● Task description:
From the line containing "<button>−</button>" onward, every line of the entries is to be set down exactly, the last line included.
-- Opening Marker --
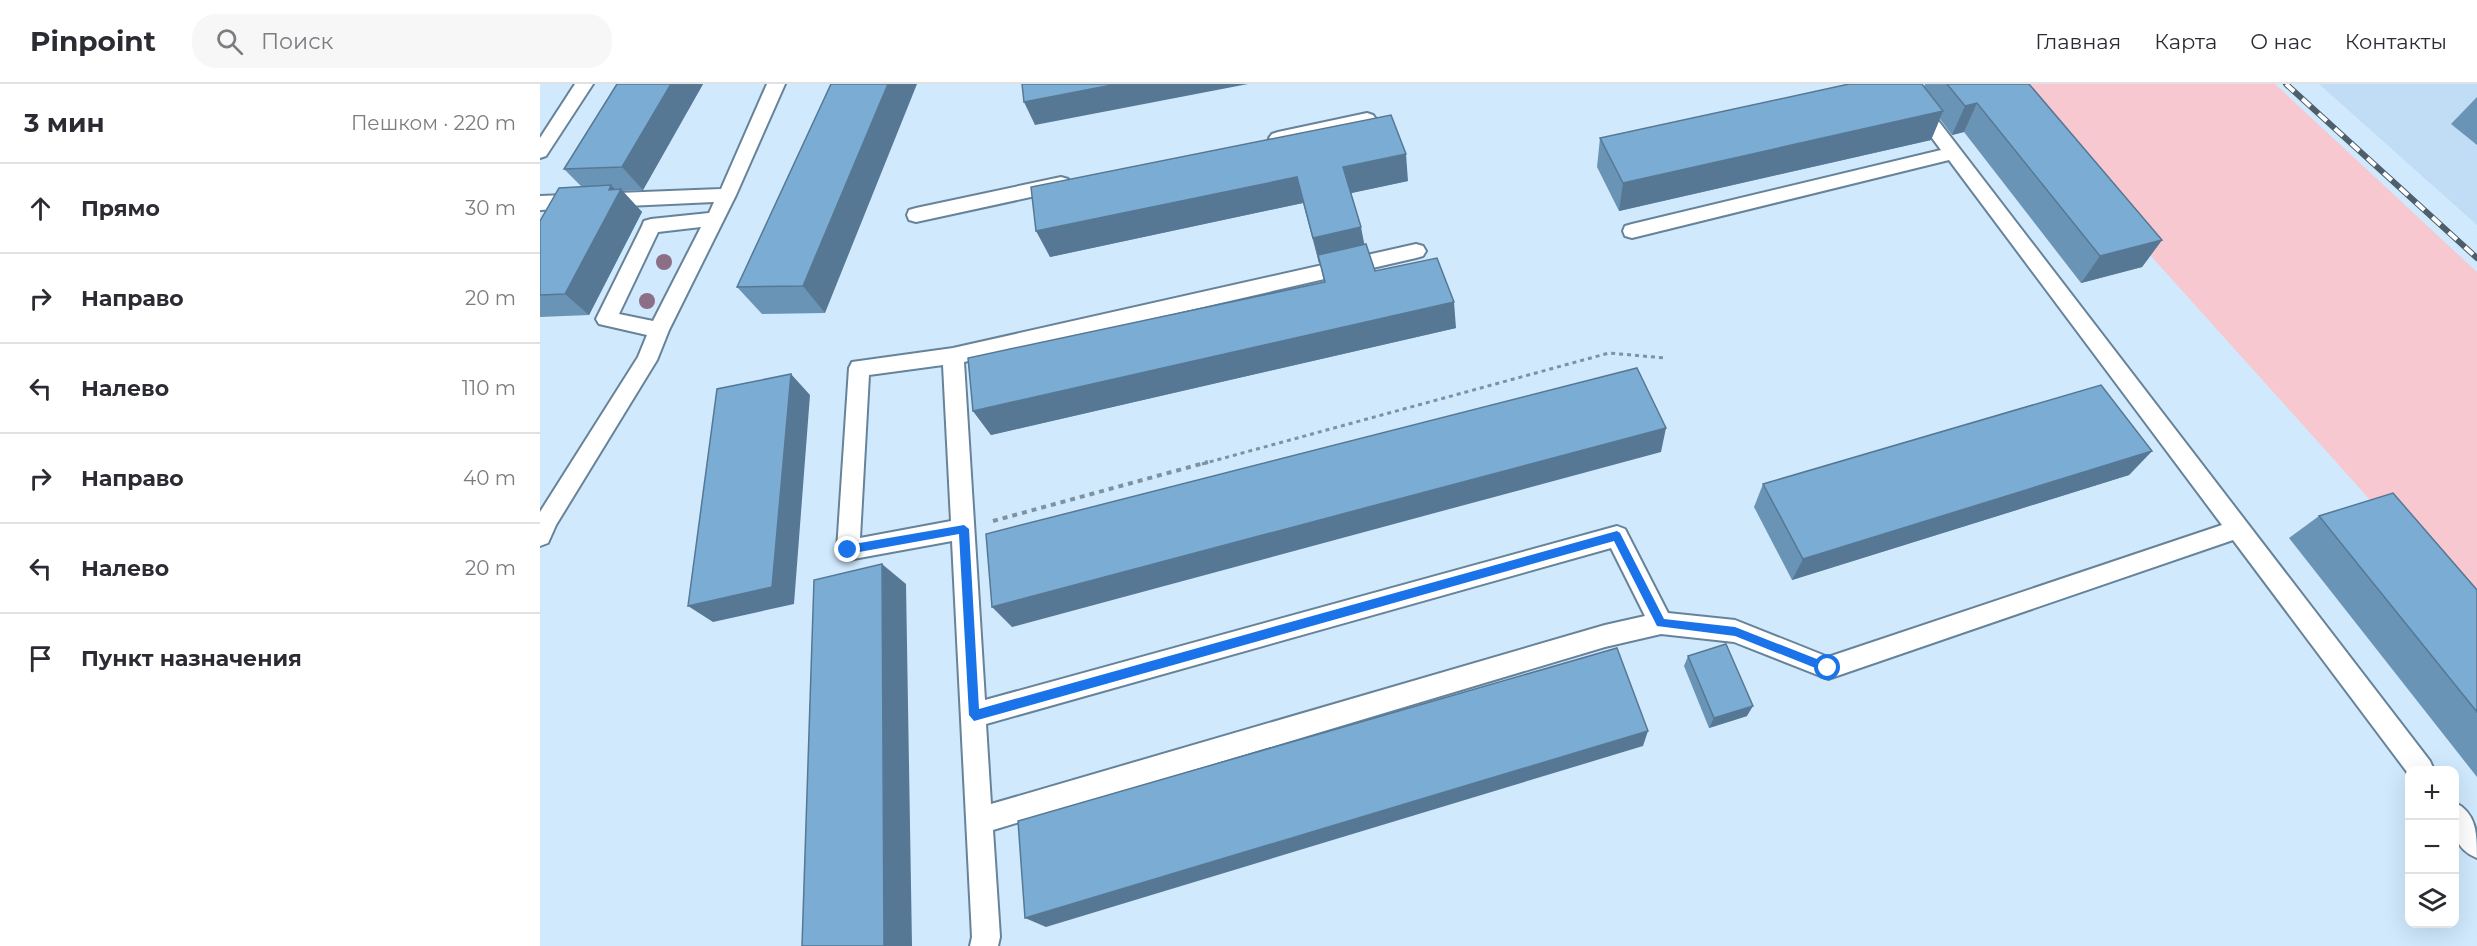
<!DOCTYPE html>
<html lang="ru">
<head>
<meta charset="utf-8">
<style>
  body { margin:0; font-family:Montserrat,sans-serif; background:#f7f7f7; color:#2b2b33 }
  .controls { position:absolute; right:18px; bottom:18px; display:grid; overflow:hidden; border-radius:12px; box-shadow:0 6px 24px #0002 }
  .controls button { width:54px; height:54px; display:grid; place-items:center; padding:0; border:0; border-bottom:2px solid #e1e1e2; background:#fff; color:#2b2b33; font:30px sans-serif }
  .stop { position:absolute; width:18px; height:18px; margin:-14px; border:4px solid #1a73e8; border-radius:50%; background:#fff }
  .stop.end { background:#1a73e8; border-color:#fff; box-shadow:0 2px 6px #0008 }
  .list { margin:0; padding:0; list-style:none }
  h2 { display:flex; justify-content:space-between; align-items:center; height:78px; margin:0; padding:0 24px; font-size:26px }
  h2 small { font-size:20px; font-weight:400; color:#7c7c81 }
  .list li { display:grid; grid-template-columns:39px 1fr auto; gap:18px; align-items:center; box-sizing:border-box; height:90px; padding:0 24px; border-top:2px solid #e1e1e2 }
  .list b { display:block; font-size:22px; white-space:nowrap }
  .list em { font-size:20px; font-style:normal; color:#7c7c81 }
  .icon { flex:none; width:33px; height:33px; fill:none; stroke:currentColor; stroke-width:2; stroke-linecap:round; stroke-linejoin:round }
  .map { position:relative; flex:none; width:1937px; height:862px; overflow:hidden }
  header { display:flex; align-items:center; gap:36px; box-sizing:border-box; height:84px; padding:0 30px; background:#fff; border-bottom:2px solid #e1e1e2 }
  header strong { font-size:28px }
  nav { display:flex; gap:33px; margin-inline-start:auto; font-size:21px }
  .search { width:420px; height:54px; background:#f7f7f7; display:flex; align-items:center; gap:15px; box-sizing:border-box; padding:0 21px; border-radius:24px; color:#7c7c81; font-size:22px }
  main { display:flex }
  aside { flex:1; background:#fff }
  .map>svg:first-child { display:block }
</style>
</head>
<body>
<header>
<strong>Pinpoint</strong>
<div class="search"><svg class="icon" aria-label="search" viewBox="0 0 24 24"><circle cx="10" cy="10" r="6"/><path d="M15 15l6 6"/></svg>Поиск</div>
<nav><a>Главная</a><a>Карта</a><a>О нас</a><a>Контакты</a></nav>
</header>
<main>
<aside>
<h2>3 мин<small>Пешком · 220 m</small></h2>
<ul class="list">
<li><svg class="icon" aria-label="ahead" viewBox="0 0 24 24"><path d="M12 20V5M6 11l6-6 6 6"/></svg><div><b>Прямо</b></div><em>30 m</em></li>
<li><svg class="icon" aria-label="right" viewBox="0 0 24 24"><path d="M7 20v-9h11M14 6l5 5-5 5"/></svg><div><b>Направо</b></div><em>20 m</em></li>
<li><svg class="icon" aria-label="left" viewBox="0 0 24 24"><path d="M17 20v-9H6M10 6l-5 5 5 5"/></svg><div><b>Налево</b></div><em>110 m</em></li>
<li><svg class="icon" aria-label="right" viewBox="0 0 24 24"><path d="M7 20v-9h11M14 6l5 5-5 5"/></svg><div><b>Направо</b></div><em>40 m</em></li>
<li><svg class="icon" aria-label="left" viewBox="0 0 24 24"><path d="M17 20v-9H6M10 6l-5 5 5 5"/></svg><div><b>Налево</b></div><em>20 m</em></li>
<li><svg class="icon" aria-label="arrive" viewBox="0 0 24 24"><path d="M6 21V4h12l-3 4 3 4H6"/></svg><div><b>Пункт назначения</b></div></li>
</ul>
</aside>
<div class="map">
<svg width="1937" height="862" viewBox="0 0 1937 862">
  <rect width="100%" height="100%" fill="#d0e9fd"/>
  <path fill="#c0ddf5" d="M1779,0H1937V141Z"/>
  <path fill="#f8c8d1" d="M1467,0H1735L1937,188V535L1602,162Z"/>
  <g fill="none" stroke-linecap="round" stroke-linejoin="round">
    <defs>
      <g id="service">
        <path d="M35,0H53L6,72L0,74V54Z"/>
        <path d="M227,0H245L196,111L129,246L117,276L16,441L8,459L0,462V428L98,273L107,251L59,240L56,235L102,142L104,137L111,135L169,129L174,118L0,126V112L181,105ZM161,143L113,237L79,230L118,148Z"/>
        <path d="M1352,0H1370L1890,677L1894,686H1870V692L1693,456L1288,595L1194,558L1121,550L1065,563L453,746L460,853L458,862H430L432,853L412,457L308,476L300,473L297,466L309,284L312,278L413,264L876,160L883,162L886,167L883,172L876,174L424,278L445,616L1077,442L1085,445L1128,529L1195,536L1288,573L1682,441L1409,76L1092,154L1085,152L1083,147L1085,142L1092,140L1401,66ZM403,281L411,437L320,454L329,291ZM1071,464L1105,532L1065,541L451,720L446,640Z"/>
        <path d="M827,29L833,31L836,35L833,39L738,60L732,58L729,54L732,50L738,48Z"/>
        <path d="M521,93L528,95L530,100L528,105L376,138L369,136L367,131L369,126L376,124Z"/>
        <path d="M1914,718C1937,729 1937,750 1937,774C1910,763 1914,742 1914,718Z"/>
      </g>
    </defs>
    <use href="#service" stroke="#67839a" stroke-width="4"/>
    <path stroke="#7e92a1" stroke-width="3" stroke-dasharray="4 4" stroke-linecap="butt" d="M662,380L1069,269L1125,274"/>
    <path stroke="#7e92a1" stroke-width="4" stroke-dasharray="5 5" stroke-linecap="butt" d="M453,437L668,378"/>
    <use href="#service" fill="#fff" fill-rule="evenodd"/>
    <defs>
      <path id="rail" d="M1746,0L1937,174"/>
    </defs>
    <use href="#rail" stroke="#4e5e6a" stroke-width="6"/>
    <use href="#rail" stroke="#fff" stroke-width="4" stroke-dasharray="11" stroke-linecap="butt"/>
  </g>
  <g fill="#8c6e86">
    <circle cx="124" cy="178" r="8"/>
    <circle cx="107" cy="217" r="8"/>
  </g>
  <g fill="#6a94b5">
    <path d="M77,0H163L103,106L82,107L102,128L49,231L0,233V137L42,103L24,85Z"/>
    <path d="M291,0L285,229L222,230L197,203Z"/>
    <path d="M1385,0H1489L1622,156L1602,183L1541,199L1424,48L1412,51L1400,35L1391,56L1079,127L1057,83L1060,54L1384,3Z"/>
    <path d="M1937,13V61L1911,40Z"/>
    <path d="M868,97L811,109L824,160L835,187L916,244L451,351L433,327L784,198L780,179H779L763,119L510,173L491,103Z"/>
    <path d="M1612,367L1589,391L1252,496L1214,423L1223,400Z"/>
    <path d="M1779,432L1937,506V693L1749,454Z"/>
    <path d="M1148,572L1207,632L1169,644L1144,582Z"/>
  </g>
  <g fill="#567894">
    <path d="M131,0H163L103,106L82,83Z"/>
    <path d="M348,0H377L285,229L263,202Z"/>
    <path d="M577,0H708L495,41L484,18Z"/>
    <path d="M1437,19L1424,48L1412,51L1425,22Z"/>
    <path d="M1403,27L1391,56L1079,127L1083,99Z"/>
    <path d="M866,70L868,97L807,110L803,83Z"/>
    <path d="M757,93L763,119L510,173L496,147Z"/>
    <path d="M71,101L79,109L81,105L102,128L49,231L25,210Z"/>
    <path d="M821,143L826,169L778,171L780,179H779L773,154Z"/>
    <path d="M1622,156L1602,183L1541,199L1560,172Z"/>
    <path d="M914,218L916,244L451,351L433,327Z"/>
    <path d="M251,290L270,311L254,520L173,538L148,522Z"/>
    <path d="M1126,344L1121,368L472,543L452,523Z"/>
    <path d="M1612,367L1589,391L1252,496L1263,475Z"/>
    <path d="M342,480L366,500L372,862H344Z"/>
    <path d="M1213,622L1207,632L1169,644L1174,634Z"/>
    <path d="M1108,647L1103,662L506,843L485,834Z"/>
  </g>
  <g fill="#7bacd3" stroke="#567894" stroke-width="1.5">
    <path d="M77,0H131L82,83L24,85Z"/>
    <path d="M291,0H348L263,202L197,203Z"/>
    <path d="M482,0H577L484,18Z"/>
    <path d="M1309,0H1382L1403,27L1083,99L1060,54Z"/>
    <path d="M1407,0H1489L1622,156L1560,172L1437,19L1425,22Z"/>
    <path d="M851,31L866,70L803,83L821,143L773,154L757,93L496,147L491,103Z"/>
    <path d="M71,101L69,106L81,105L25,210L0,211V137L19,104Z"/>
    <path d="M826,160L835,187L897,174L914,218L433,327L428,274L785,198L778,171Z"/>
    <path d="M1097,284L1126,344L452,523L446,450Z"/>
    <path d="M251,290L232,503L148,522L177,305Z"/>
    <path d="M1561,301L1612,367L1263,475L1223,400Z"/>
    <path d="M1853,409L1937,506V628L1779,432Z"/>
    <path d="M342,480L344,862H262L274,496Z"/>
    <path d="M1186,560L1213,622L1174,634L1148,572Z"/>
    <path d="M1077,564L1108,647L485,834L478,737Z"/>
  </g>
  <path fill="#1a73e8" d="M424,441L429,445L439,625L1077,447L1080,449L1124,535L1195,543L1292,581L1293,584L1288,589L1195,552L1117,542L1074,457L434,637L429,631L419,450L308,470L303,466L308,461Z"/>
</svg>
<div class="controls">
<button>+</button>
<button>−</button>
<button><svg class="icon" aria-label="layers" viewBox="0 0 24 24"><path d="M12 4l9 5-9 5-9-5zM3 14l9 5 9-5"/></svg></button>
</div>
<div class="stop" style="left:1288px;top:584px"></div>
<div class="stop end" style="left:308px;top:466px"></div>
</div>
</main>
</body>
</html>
-- Closing Marker --
● Solution to the exercise:
<button>−</button>
<button><svg class="icon" aria-label="layers" viewBox="0 0 24 24"><path d="M12 4l9 5-9 5-9-5zM3 14l9 5 9-5"/></svg></button>
</div>
<div class="stop" style="left:1288px;top:584px"></div>
<div class="stop end" style="left:308px;top:466px"></div>
</div>
</main>
</body>
</html>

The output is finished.